Holy shit! The flu is no joke. I was reduced to literally laying down and doing nothing all weekend. Which is kinda terrible when you have hungry kids. Thank Thor it was raining outside this weekend so the sugar they curiously had in their systems wasn’t requested to be de-fueled outdoors. I was an absolutely worthless father ALL weekend. I did nothing for my kids outside of sandwiches and putting  Puss ‘n’ Boots in the Blu-Ray player. And I am sure they will also be sick as I handled their food with the care of  a 3rd world meat kiosk without access to electricity. But what it lacked in care, it made up with in love. And by love I mean I gave them 4 different sandwiches and a bag of chips to buy myself some sleep time. I trust my daughter enough to know that some Disney XD and Cheetos is a day well spent. Its my son who I feared waking up to a re-enactment of any movie where everything was destroyed and there are no survivors. I am glad that my preemptive DVR training for my kids has paid off. They handled On-Demand like some pre-teen champs in my absence.

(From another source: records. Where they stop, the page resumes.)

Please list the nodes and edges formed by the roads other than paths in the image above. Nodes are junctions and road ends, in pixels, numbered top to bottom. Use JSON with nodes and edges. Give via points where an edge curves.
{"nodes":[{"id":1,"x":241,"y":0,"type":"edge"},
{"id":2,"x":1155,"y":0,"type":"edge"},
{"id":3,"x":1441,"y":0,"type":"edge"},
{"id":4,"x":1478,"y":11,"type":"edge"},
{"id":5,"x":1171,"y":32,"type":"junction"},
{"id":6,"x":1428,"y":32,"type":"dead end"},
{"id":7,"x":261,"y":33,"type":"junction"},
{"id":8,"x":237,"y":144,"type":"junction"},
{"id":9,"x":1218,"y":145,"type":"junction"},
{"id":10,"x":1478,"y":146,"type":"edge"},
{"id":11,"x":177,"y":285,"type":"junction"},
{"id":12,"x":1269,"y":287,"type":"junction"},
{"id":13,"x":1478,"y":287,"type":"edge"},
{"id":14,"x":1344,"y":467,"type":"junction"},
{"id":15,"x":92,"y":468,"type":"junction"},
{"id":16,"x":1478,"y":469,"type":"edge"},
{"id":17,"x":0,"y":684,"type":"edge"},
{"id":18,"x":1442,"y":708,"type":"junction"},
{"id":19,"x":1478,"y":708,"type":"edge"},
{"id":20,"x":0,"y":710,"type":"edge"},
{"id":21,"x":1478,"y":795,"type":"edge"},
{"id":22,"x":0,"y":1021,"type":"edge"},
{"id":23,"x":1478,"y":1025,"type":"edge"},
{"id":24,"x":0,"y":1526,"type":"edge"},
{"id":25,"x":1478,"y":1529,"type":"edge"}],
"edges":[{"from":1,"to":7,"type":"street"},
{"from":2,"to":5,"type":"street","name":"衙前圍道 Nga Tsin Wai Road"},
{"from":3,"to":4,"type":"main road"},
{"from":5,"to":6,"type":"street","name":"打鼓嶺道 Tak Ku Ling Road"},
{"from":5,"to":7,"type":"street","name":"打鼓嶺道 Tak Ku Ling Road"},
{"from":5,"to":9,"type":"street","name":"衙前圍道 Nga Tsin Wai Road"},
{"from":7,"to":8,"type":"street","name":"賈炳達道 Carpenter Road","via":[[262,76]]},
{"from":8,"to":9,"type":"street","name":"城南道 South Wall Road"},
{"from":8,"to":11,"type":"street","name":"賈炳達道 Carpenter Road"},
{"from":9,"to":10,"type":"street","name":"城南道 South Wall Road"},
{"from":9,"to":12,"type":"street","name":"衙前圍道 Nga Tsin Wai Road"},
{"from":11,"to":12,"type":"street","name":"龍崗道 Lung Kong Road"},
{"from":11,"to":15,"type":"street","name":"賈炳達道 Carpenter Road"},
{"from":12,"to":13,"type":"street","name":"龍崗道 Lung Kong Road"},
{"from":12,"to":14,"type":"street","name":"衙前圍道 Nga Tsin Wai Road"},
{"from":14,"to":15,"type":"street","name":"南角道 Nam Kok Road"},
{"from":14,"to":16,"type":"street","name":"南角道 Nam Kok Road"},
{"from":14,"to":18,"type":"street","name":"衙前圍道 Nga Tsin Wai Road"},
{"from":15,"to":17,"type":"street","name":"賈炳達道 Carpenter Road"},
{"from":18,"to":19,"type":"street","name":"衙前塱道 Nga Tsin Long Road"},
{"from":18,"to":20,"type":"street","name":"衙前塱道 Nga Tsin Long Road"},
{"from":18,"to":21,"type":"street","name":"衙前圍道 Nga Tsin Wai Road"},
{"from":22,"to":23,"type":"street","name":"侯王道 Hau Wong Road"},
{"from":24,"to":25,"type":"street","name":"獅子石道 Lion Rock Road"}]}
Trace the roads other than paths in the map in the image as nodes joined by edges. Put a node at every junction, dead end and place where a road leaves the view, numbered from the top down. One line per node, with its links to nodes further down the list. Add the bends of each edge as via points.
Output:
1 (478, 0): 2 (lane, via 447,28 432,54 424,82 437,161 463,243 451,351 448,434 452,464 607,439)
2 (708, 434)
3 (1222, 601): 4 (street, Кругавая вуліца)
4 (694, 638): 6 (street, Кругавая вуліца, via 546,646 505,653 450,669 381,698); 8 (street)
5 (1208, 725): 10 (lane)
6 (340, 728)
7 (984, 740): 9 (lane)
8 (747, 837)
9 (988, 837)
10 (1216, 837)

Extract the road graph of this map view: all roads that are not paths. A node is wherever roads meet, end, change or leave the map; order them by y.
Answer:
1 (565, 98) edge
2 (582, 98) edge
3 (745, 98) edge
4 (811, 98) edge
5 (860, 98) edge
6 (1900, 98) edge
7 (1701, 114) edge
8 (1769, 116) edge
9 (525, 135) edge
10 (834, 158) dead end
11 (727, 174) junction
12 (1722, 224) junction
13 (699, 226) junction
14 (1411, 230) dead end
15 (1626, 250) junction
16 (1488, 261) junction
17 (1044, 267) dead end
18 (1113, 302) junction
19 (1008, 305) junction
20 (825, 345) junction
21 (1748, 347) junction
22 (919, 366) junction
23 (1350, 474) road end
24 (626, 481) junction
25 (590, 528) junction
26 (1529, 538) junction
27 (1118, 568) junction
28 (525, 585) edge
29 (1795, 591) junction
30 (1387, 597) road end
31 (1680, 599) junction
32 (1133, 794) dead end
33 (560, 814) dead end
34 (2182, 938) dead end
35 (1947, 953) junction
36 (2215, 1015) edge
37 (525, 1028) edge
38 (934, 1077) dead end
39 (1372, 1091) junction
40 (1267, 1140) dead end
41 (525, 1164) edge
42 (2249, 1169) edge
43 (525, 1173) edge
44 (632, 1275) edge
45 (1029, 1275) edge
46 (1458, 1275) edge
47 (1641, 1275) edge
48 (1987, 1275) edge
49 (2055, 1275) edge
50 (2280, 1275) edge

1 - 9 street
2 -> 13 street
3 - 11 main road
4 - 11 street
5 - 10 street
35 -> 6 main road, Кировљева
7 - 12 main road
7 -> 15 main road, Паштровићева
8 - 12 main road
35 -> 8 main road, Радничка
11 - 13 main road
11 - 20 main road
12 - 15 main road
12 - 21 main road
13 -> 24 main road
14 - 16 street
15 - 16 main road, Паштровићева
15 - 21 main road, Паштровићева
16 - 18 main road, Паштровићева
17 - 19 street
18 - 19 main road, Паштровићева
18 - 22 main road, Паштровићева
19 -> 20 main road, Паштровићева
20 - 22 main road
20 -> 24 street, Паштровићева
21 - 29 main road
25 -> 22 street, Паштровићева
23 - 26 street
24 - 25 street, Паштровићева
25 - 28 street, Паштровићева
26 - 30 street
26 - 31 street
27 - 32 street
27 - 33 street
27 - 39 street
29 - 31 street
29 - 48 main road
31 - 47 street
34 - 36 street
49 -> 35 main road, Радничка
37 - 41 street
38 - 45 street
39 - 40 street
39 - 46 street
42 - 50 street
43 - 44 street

I am also glad that at this time I am single. No woman would respect a man after the smell of being sick all day has hit the olfactories. I smelled like what I am positive the inside of Wendy Williams’ female body suit smells like. I have since showered, but the length of time betwixt cleansings was unbearably lengthy. I am not ashamed to admit this only because I would like offer my kudo’s to any woman or any man who sticks through next to someone while they are incapable to being able to function due to illness. I mean I can’t say I was at the point where a sponge bath was necessary. But I am sure if someone was there I would have taken way too many liberties with their kindness.

The entire time I was laying in bed sick all I could think about was Jordan put up 38 against the Jazz with the flu. Why can’t I get out of the effing bed? At the very least I feel as though I should have at least been able to sit and watch TV with my kids this weekend. But I felt like an innkeeper for 2 small travelers. Just showed them where to poop and how easy it was to use the ice maker. I am glad that my annual sickness has come and gone. I have no use for being useless. I will make it up to my kids this weekend by buying them something Bieber’esque to destroy (they hate Bieber) and following it up with Icees. I love my youngins.